* What you should do
Locate each line in the records containing "points". Copy it.

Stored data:
--- START ---

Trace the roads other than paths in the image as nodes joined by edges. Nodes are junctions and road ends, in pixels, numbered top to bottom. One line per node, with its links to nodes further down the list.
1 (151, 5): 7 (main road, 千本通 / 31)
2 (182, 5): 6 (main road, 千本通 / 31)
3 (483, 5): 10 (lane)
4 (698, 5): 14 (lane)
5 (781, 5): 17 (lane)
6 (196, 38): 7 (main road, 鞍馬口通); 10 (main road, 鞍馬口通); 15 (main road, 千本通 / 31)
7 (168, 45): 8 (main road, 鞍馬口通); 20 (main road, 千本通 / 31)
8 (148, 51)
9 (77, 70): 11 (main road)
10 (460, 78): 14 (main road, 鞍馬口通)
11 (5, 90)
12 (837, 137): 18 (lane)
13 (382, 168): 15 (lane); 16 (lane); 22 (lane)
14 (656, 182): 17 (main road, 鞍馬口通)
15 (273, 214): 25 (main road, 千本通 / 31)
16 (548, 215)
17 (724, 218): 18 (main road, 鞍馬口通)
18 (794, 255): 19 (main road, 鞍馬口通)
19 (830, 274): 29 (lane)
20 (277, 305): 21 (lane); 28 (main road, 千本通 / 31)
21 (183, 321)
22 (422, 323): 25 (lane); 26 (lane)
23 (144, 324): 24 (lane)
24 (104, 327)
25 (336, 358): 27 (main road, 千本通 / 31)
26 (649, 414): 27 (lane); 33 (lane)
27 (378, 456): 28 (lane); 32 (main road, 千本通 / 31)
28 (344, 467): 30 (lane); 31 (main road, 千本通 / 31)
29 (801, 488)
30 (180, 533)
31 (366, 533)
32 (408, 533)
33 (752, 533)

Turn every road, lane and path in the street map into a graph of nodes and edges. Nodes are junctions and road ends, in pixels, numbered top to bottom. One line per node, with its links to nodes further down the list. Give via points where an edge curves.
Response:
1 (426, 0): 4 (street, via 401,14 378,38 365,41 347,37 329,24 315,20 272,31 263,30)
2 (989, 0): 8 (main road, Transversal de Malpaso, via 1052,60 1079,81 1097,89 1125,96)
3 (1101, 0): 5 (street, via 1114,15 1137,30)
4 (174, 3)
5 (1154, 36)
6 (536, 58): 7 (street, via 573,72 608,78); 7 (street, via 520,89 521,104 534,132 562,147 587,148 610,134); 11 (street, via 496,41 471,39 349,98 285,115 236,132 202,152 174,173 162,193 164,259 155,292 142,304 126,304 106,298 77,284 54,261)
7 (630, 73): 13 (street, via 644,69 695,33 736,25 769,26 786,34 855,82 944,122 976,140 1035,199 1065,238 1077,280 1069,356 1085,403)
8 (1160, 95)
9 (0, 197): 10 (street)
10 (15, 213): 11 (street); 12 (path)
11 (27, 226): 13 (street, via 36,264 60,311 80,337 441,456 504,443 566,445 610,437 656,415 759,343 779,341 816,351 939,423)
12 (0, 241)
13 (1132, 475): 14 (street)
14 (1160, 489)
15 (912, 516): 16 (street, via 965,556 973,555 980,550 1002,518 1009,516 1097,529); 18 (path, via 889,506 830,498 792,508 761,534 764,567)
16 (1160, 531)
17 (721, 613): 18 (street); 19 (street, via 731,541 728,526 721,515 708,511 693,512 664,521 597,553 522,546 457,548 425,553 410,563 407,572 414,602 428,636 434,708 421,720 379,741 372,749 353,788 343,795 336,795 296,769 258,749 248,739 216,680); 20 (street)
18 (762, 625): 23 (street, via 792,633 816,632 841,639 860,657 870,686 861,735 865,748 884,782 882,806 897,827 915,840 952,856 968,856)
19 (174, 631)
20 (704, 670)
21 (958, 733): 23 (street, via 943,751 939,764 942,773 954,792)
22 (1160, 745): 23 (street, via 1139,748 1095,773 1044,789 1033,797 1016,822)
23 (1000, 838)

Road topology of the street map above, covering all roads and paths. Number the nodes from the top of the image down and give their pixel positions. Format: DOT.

--- END ---
--- START ---

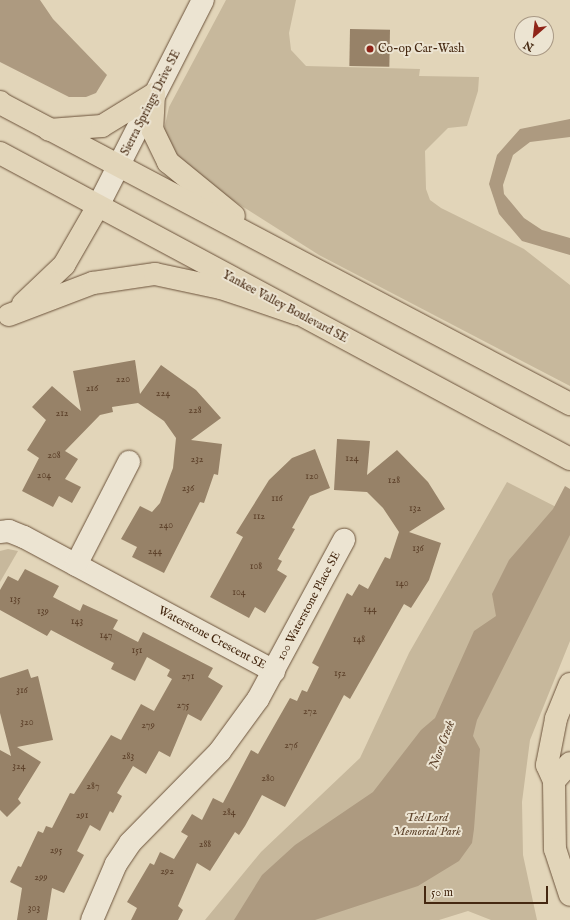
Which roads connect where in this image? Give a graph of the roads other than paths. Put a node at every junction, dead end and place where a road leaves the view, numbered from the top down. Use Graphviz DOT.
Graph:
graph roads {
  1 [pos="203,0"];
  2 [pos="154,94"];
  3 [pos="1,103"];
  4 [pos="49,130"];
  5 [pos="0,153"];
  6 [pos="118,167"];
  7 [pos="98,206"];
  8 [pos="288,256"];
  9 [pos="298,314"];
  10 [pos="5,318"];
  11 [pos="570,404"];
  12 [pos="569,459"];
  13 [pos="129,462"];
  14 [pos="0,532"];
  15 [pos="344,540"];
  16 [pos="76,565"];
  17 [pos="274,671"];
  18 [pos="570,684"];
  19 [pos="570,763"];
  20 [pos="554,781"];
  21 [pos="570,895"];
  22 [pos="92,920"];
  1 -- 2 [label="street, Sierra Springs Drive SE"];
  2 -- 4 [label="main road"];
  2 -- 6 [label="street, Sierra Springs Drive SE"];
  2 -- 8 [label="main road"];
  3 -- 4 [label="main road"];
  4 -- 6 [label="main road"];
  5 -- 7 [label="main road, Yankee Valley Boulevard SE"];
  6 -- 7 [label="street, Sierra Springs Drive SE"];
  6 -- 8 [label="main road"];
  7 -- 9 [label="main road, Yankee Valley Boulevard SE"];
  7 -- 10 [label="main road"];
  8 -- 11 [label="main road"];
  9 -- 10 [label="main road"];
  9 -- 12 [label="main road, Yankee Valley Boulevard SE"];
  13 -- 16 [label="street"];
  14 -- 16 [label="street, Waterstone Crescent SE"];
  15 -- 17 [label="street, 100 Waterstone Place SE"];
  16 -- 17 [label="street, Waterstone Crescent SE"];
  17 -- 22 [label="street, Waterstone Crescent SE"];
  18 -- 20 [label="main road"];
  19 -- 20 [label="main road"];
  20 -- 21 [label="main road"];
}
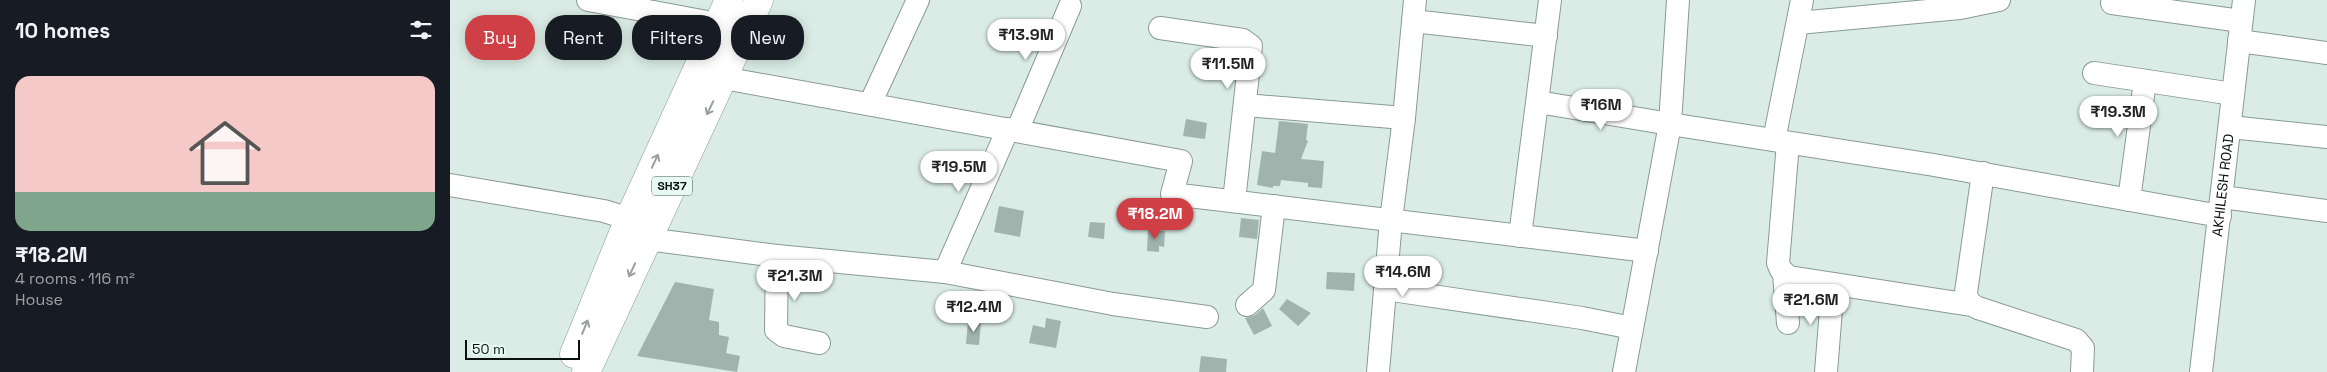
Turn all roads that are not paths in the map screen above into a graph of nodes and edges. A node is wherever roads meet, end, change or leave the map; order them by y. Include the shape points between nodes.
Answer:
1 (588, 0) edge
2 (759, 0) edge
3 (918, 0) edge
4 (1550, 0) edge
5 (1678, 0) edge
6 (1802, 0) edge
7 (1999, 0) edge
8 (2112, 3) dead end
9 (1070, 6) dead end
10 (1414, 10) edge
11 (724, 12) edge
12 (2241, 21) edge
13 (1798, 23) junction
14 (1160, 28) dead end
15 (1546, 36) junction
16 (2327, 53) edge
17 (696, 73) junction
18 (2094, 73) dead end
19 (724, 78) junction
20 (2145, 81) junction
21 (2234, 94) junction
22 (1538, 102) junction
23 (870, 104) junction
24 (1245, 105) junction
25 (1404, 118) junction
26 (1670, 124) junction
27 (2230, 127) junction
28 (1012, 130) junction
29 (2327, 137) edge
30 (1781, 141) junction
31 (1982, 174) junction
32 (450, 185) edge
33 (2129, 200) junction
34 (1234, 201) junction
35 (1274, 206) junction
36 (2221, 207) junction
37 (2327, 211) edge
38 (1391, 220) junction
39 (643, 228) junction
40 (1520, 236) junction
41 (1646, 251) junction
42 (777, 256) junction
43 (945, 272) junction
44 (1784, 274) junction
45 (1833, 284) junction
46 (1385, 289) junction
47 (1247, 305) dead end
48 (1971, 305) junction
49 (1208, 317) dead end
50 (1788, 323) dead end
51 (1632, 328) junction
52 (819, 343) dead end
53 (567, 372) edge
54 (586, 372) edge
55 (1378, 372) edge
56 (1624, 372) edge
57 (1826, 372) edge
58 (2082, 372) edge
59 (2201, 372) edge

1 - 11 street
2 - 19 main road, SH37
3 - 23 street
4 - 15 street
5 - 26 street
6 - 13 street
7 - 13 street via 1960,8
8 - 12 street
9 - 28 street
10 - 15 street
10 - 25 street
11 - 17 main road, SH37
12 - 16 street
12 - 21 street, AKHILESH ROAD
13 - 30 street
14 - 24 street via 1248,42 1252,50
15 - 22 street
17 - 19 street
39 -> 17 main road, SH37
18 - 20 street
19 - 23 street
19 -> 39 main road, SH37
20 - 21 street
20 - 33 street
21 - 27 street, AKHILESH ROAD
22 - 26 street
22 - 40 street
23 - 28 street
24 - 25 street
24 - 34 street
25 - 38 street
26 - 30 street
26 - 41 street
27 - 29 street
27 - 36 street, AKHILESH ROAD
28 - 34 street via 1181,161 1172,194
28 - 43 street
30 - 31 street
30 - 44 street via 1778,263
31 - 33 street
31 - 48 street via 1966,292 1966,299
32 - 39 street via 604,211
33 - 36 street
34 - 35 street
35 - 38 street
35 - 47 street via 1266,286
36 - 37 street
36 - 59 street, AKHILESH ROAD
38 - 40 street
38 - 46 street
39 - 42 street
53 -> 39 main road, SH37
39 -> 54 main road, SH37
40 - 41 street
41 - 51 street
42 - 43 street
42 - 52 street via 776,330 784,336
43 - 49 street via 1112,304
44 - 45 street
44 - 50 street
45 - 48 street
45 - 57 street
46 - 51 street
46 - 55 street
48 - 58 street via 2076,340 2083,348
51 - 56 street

--- END ---

* Result of this task
Turn every road, lane and path in the street map into a graph of nodes and edges. Nodes are junctions and road ends, in pixels, numbered top to bottom. One line per node, with its links to nodes further down the list. Give via points where an edge curves.
Turn all roads that are not paths in the map screen above into a graph of nodes and edges. A node is wherever roads meet, end, change or leave the map; order them by y. Include the shape points between nodes.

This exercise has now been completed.